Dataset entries

┌────────

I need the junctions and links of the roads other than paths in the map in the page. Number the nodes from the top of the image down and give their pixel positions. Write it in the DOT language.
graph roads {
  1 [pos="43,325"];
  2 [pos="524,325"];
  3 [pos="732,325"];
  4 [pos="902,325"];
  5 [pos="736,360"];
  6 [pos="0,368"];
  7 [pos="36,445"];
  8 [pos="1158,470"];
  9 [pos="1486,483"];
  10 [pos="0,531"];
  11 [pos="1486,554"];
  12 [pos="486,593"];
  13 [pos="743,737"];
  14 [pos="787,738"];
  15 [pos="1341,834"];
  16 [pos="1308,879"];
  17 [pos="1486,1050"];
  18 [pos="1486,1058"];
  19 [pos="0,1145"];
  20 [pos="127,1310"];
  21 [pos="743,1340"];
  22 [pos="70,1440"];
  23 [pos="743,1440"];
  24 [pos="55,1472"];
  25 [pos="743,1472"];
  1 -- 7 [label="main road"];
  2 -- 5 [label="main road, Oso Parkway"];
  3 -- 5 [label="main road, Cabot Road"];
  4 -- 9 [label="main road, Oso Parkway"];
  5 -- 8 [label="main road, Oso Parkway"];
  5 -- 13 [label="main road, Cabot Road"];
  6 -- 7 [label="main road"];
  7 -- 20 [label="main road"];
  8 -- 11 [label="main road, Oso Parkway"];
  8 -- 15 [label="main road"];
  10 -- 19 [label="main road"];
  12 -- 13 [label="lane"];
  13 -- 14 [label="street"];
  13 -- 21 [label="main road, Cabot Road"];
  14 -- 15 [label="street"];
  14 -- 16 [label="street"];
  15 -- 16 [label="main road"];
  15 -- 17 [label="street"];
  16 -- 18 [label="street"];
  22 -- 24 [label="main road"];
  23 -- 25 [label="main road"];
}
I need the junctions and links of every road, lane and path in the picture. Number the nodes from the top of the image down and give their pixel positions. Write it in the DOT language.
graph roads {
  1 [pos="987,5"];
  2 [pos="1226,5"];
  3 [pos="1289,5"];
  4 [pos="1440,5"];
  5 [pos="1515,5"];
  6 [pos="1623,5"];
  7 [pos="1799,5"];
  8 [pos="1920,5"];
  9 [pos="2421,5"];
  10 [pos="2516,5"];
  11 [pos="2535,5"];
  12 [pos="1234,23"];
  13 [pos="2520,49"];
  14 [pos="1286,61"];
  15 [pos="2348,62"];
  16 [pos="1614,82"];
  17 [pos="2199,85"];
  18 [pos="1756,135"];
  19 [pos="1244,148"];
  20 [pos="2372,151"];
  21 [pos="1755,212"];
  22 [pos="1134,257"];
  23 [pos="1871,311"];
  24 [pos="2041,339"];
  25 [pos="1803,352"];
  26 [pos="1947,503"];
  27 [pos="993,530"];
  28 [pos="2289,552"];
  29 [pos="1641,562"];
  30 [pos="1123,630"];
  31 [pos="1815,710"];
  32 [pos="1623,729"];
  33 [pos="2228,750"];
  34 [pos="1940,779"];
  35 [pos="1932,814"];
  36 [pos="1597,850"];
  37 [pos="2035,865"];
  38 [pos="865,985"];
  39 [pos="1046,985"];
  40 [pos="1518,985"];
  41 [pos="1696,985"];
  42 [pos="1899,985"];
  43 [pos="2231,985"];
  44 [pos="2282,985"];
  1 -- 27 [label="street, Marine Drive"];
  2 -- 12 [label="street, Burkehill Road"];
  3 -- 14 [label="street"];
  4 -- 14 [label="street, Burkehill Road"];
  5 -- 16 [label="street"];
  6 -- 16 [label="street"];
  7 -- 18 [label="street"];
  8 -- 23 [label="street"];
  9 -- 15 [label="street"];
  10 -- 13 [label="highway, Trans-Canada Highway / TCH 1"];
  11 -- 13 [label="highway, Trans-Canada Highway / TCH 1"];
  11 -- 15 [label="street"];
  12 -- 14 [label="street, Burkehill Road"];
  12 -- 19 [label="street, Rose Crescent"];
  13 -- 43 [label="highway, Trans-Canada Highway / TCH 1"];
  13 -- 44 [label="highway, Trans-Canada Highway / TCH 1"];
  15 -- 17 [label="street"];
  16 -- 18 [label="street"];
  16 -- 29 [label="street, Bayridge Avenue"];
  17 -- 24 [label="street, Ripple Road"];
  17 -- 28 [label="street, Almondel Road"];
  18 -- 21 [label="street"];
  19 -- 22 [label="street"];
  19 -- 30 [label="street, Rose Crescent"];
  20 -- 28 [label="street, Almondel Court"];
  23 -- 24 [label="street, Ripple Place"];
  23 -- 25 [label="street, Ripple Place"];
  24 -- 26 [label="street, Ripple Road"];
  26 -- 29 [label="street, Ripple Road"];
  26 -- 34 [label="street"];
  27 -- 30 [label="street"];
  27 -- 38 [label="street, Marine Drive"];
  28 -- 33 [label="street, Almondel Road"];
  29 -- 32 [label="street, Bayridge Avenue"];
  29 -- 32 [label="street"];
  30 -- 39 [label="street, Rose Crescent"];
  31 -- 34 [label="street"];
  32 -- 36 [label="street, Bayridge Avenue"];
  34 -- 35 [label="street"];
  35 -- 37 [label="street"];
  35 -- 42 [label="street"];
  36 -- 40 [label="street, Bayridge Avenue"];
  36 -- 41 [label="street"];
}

└────────

• Aim of the exercise
Write the records again exactly as they stand.

• Answer section
I need the junctions and links of the roads other than paths in the map in the page. Number the nodes from the top of the image down and give their pixel positions. Write it in the DOT language.
graph roads {
  1 [pos="43,325"];
  2 [pos="524,325"];
  3 [pos="732,325"];
  4 [pos="902,325"];
  5 [pos="736,360"];
  6 [pos="0,368"];
  7 [pos="36,445"];
  8 [pos="1158,470"];
  9 [pos="1486,483"];
  10 [pos="0,531"];
  11 [pos="1486,554"];
  12 [pos="486,593"];
  13 [pos="743,737"];
  14 [pos="787,738"];
  15 [pos="1341,834"];
  16 [pos="1308,879"];
  17 [pos="1486,1050"];
  18 [pos="1486,1058"];
  19 [pos="0,1145"];
  20 [pos="127,1310"];
  21 [pos="743,1340"];
  22 [pos="70,1440"];
  23 [pos="743,1440"];
  24 [pos="55,1472"];
  25 [pos="743,1472"];
  1 -- 7 [label="main road"];
  2 -- 5 [label="main road, Oso Parkway"];
  3 -- 5 [label="main road, Cabot Road"];
  4 -- 9 [label="main road, Oso Parkway"];
  5 -- 8 [label="main road, Oso Parkway"];
  5 -- 13 [label="main road, Cabot Road"];
  6 -- 7 [label="main road"];
  7 -- 20 [label="main road"];
  8 -- 11 [label="main road, Oso Parkway"];
  8 -- 15 [label="main road"];
  10 -- 19 [label="main road"];
  12 -- 13 [label="lane"];
  13 -- 14 [label="street"];
  13 -- 21 [label="main road, Cabot Road"];
  14 -- 15 [label="street"];
  14 -- 16 [label="street"];
  15 -- 16 [label="main road"];
  15 -- 17 [label="street"];
  16 -- 18 [label="street"];
  22 -- 24 [label="main road"];
  23 -- 25 [label="main road"];
}
I need the junctions and links of every road, lane and path in the picture. Number the nodes from the top of the image down and give their pixel positions. Write it in the DOT language.
graph roads {
  1 [pos="987,5"];
  2 [pos="1226,5"];
  3 [pos="1289,5"];
  4 [pos="1440,5"];
  5 [pos="1515,5"];
  6 [pos="1623,5"];
  7 [pos="1799,5"];
  8 [pos="1920,5"];
  9 [pos="2421,5"];
  10 [pos="2516,5"];
  11 [pos="2535,5"];
  12 [pos="1234,23"];
  13 [pos="2520,49"];
  14 [pos="1286,61"];
  15 [pos="2348,62"];
  16 [pos="1614,82"];
  17 [pos="2199,85"];
  18 [pos="1756,135"];
  19 [pos="1244,148"];
  20 [pos="2372,151"];
  21 [pos="1755,212"];
  22 [pos="1134,257"];
  23 [pos="1871,311"];
  24 [pos="2041,339"];
  25 [pos="1803,352"];
  26 [pos="1947,503"];
  27 [pos="993,530"];
  28 [pos="2289,552"];
  29 [pos="1641,562"];
  30 [pos="1123,630"];
  31 [pos="1815,710"];
  32 [pos="1623,729"];
  33 [pos="2228,750"];
  34 [pos="1940,779"];
  35 [pos="1932,814"];
  36 [pos="1597,850"];
  37 [pos="2035,865"];
  38 [pos="865,985"];
  39 [pos="1046,985"];
  40 [pos="1518,985"];
  41 [pos="1696,985"];
  42 [pos="1899,985"];
  43 [pos="2231,985"];
  44 [pos="2282,985"];
  1 -- 27 [label="street, Marine Drive"];
  2 -- 12 [label="street, Burkehill Road"];
  3 -- 14 [label="street"];
  4 -- 14 [label="street, Burkehill Road"];
  5 -- 16 [label="street"];
  6 -- 16 [label="street"];
  7 -- 18 [label="street"];
  8 -- 23 [label="street"];
  9 -- 15 [label="street"];
  10 -- 13 [label="highway, Trans-Canada Highway / TCH 1"];
  11 -- 13 [label="highway, Trans-Canada Highway / TCH 1"];
  11 -- 15 [label="street"];
  12 -- 14 [label="street, Burkehill Road"];
  12 -- 19 [label="street, Rose Crescent"];
  13 -- 43 [label="highway, Trans-Canada Highway / TCH 1"];
  13 -- 44 [label="highway, Trans-Canada Highway / TCH 1"];
  15 -- 17 [label="street"];
  16 -- 18 [label="street"];
  16 -- 29 [label="street, Bayridge Avenue"];
  17 -- 24 [label="street, Ripple Road"];
  17 -- 28 [label="street, Almondel Road"];
  18 -- 21 [label="street"];
  19 -- 22 [label="street"];
  19 -- 30 [label="street, Rose Crescent"];
  20 -- 28 [label="street, Almondel Court"];
  23 -- 24 [label="street, Ripple Place"];
  23 -- 25 [label="street, Ripple Place"];
  24 -- 26 [label="street, Ripple Road"];
  26 -- 29 [label="street, Ripple Road"];
  26 -- 34 [label="street"];
  27 -- 30 [label="street"];
  27 -- 38 [label="street, Marine Drive"];
  28 -- 33 [label="street, Almondel Road"];
  29 -- 32 [label="street, Bayridge Avenue"];
  29 -- 32 [label="street"];
  30 -- 39 [label="street, Rose Crescent"];
  31 -- 34 [label="street"];
  32 -- 36 [label="street, Bayridge Avenue"];
  34 -- 35 [label="street"];
  35 -- 37 [label="street"];
  35 -- 42 [label="street"];
  36 -- 40 [label="street, Bayridge Avenue"];
  36 -- 41 [label="street"];
}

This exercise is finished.